It’s been a month of frantic activity in the garden. The last two weeks of March saw the children wearing shorts, we dined al fresco, dusting down the chairs and grabbing any cushions we could find. Our usual outdoor accessories were still carefully packed away, not quite ready to come out of hibernation.
Then April dawned, a fickle month if ever there was one. The temperature dropped, the heavens opened and the mutterings about “drought” and “totally out of sync weather” finally ceased. Only to be replaced by even more talk of abnormal meteorological conditions, climate change and global warming.
The heat that was so welcome dissipated. Suddenly we were plunged right back into winter. Rain turned to sleet, it was midday on Wednesday and I was driving, glancing at the dashboard I saw the temperature had dropped suddenly from an already cold 8 degrees celsius to 3! Hail stones hit the windscreen. I feared for the garden, for the farmers and the crops. I saw yesterday morning that many parts of France had plenty of fresh snow, there was a heavy frost in the north, of which we were fortunately spared. As I said, April does tend to have a capricious climate.
However, the warm winds of March and the long hours of sunshine have brought spring on apace. The lavender is in flower,
and leaves are unfurling all around.
The blossom is fading in our garden. The cherry makes my mouth water just to look at it and the plum trees are already heavy with young fruit.
Wallflowers add a welcoming splash of colour.
The iris are so nearly in bloom
and the poppies are already past their best.
The campanula thrives in tiny nooks and crannies. This year I have planted a couple of new ones in holes in old stones and hope it will spread rampantly.
The Virginia creeper which clings to the stone walls around our guest cottage is coming to life and the mock orange is covered in the most fragrant white flowers.
But undoubtedly the bluebells and wisteria steal the show.
The Spanish bluebells are in fact an invasive species and their introduction is often hugely despised. But for all their faults I cannot dislike them. They grow in abundance in our garden, but they are kept in control, they thrive against west facing walls.
Our purple wisteria has been in flower for a couple of weeks now, but we have a second white variety which flowers much later. It makes a perfect canopy outside the summer kitchen, where incidentally our stone statue has found a permanent home.
Hollyhocks grow like weeds here, they self seed all over the place and every year I earmark the new seedlings and then forget where they are and mow over them.
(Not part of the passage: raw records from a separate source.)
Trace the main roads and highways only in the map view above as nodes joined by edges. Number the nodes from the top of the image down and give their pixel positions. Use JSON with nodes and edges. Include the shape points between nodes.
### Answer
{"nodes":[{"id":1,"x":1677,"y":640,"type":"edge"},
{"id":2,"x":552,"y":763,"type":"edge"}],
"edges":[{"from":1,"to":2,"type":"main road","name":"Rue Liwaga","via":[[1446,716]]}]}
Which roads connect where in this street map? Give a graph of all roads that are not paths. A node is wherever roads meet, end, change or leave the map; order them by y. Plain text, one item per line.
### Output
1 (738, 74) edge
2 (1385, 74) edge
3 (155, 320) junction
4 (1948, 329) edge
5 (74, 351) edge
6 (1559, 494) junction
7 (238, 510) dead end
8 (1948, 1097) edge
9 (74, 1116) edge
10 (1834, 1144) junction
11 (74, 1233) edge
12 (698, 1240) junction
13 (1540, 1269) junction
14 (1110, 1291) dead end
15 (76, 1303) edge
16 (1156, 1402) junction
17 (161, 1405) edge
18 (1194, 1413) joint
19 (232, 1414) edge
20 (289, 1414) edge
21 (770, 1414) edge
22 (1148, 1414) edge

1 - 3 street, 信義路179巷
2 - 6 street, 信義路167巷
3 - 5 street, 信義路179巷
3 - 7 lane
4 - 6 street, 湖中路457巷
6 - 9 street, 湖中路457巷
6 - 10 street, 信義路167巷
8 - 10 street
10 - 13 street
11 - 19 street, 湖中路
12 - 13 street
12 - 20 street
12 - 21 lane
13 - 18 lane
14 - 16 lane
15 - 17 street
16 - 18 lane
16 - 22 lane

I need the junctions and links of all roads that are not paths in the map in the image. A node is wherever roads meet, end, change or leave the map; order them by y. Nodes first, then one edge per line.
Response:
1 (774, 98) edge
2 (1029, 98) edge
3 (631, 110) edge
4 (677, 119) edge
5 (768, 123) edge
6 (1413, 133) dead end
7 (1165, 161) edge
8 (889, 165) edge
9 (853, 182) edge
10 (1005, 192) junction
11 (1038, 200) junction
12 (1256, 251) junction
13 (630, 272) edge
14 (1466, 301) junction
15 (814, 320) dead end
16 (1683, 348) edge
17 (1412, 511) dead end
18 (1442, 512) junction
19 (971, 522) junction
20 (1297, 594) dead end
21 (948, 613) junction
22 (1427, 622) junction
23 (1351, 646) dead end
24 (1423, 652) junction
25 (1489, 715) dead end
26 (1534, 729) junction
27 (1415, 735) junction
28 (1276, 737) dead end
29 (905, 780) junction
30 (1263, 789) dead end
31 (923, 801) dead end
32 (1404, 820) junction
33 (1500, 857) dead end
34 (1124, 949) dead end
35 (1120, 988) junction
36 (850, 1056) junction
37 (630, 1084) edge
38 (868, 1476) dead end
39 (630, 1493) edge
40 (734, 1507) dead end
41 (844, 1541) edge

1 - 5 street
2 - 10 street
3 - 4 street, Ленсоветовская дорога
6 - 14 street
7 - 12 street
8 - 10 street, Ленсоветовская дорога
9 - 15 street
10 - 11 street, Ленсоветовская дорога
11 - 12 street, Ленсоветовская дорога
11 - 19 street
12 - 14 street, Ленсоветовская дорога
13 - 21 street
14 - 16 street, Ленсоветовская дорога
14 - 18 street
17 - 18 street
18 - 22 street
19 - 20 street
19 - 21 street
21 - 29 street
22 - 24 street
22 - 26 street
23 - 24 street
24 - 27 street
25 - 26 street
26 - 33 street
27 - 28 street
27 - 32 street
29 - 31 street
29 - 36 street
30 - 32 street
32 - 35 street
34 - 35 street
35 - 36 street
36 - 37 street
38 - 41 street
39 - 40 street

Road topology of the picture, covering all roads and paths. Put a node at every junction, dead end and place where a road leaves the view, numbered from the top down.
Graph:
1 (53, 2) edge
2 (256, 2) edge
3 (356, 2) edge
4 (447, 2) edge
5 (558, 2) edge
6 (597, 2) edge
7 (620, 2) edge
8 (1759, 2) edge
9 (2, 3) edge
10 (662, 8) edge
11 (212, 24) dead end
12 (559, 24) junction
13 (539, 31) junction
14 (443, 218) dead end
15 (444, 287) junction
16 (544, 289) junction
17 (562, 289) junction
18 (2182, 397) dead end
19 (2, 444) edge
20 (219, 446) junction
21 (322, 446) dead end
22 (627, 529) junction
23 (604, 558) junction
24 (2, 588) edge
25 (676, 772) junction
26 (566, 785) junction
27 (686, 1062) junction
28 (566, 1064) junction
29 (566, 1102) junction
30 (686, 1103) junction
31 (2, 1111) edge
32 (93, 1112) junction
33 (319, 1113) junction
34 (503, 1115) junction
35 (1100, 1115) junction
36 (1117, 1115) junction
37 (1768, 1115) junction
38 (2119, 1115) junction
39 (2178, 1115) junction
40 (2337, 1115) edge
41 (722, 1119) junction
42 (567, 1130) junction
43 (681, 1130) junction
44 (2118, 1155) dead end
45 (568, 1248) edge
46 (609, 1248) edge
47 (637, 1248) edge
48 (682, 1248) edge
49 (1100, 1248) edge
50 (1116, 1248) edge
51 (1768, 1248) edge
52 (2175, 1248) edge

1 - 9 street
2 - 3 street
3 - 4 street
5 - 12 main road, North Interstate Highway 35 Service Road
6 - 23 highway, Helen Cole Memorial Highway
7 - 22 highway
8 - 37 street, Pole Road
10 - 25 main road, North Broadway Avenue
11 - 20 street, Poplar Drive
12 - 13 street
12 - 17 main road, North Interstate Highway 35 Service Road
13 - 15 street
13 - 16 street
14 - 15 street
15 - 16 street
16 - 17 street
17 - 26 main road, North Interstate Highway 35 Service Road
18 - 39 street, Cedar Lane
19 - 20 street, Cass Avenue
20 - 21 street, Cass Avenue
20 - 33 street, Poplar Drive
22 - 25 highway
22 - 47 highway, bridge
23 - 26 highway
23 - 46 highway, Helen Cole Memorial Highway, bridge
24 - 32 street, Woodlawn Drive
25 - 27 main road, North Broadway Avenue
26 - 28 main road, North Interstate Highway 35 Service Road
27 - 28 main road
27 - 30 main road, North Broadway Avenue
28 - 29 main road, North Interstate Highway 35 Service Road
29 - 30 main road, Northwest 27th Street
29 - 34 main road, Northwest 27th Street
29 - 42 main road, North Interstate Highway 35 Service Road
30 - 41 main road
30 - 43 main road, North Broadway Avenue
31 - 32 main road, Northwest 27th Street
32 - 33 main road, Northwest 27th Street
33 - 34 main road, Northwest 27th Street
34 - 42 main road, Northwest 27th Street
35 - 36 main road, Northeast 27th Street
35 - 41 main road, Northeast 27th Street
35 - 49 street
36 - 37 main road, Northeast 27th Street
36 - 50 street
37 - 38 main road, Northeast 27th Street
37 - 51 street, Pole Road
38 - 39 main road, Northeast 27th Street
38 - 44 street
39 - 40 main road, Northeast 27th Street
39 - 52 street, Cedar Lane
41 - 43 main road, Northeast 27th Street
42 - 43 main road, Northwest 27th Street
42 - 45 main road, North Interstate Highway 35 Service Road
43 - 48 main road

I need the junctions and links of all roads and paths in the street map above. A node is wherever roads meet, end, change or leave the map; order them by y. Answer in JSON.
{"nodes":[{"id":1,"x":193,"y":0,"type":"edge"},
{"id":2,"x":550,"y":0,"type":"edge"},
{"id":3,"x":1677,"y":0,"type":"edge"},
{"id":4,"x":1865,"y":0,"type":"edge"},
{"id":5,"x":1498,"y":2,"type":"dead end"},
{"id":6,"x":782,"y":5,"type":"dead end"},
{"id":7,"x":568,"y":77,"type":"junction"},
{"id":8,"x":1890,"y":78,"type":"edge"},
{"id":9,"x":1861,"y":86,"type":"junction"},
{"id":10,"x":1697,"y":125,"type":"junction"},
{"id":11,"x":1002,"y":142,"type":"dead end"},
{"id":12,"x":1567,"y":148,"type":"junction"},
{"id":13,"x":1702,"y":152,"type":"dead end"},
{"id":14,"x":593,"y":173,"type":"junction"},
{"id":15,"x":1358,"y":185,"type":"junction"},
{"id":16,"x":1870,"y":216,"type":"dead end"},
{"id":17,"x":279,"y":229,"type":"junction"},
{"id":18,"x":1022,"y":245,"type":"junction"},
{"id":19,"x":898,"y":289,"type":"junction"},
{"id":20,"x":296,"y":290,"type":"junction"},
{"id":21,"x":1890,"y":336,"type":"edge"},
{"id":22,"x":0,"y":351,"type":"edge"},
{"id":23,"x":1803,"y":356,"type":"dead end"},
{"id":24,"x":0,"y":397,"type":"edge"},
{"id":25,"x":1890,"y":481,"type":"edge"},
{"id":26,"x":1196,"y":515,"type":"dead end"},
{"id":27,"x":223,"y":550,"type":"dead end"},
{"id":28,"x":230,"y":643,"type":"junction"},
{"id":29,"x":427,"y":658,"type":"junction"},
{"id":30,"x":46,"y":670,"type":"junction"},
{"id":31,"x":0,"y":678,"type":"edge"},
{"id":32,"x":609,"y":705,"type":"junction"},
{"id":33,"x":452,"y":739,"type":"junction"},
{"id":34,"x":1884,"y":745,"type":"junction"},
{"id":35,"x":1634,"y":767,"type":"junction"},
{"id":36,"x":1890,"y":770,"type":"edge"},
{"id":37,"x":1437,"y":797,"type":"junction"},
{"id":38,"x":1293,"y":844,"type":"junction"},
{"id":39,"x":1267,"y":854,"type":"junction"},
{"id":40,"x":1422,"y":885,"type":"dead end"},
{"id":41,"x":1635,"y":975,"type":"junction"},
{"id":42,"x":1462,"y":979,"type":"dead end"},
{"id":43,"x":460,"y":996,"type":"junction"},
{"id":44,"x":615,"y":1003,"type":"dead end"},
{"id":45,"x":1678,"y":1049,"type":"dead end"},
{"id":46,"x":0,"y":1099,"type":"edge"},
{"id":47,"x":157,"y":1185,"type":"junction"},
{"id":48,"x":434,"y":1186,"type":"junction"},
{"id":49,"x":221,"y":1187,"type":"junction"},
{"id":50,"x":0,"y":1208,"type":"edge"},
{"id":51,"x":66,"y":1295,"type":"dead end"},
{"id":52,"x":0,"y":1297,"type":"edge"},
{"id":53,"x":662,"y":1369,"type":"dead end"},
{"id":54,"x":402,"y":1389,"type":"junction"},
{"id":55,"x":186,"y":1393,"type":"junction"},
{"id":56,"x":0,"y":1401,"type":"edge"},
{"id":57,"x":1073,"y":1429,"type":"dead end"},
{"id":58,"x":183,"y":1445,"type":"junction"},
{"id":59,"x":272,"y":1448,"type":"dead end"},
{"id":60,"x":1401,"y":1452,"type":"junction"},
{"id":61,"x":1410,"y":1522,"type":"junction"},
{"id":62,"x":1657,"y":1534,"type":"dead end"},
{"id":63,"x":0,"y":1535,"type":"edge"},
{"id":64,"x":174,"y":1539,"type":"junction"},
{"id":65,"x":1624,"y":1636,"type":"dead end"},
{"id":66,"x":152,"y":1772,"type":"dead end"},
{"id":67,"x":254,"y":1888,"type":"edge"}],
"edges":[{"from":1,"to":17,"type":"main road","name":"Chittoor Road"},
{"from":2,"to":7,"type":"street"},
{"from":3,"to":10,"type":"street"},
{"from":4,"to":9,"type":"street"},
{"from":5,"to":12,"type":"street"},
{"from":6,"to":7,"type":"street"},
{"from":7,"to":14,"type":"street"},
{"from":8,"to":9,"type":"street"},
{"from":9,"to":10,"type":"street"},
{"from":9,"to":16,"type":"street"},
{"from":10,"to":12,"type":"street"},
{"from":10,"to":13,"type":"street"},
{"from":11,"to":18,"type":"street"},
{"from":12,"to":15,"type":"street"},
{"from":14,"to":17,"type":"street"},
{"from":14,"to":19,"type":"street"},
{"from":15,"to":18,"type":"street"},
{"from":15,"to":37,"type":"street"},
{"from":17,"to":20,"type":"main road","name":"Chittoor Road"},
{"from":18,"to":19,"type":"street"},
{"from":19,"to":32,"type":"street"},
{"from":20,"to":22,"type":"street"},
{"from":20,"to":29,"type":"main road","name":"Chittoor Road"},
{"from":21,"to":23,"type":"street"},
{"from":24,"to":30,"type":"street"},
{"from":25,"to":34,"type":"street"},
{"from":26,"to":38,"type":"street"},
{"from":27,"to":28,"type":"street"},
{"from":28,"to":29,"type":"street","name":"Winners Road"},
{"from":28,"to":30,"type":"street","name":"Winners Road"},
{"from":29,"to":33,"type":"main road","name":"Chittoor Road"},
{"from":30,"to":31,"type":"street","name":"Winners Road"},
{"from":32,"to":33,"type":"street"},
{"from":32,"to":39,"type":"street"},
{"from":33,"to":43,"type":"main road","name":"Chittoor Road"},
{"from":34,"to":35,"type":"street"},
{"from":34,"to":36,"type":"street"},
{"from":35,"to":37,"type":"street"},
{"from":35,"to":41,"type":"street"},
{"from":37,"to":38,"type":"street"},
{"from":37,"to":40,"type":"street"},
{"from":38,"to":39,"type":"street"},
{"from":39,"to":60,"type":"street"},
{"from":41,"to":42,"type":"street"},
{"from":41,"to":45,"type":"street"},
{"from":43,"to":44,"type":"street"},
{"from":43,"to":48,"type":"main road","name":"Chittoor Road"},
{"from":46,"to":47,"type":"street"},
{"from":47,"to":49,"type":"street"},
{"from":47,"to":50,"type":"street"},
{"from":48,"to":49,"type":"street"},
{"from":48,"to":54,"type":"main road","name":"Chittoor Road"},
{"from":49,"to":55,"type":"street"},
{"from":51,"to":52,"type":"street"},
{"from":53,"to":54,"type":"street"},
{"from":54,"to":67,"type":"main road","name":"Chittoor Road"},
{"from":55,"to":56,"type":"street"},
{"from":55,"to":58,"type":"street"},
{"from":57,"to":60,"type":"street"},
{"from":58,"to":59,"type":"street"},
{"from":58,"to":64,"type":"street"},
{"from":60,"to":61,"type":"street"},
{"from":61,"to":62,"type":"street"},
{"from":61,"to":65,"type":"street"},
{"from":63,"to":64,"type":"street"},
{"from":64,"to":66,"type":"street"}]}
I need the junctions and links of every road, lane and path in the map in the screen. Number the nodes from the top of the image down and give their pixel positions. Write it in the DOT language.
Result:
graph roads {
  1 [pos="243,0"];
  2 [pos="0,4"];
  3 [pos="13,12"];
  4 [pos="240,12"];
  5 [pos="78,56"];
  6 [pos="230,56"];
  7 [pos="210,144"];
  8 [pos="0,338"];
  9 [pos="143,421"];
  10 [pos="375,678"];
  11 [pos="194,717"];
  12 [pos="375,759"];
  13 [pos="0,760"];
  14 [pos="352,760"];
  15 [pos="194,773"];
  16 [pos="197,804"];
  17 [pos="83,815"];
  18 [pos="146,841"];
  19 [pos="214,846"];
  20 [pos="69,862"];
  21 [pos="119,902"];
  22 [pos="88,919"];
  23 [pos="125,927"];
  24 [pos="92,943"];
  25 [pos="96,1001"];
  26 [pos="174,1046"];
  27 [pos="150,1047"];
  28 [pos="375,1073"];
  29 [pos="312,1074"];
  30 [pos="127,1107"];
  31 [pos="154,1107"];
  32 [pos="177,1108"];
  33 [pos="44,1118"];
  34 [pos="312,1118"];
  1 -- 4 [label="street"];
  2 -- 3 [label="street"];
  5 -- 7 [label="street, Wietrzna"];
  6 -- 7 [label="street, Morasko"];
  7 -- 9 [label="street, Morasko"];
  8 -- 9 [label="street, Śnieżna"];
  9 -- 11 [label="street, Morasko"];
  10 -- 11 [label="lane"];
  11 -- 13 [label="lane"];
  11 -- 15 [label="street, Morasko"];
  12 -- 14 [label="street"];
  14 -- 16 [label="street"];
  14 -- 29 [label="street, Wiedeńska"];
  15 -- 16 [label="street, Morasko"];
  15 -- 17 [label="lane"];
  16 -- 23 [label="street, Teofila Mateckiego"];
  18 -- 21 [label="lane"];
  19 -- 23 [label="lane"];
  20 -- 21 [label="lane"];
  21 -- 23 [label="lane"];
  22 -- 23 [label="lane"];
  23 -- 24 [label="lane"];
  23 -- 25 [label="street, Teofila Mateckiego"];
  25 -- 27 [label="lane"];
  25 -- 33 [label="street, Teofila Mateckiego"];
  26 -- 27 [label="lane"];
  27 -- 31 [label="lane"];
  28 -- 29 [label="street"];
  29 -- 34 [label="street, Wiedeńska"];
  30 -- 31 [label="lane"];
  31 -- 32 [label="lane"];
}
This year I am determined to make amends, I have carefully weeded around all of the little plants and then surrounded them with a mini fence, they should be safe from the mower’s blades, the strimmer’s wire and the tread of feet this year.
The vines are looking healthy and the potager is taking shape. New potatoes are in the ground and carrots have been sown. Our rake seemed to suffer a major blow during the winter and I found myself on my hands and knees preparing the seed bed. Having dug out any weeds and loosened all the soil, I crumbled every clump in my hands, making a fine tilth. It felt so good to feel the earth between my fingers, completely back to basics and incredibly satisfying. Using a rake is hardly hi-tech gardening, but without one I felt connected to the land like never before. I know it might sound strange but it really was the most fulfilling evening.
We have finally found a way to move some of the stone around the garden. With the help of a friend, and his small petrol driven garden fork-lift, we have been able to use these huge abandoned pieces which were previously just too heavy and too huge for us to do anything with. These huge slabs are going to form a low stone table and bench at the end of the vegetable garden.
This morning another dream came to fruition. A garden bench by the pond. A place where everyone tends to stand for ages watching the aquatic life. Bulging eyes of amphibians goggle back at us from wherever they are precariously perched. It’s a battle of nerves, a staring competition, as we eyeball each other, you blink you lose, one twitch from a human will be followed by a splash as a frog disappears under the water. Now I hope this will become a seat where we waste far too much time. It still needs scrubbing down but it is in situ and I couldn’t be happier.
Spring this year came in like a lamb and now it is roaring like a lion. But nothing can hold back the force of nature, new growth is all around, new life, new hopes, new beginnings. This really has to be one of my favourite times of the year.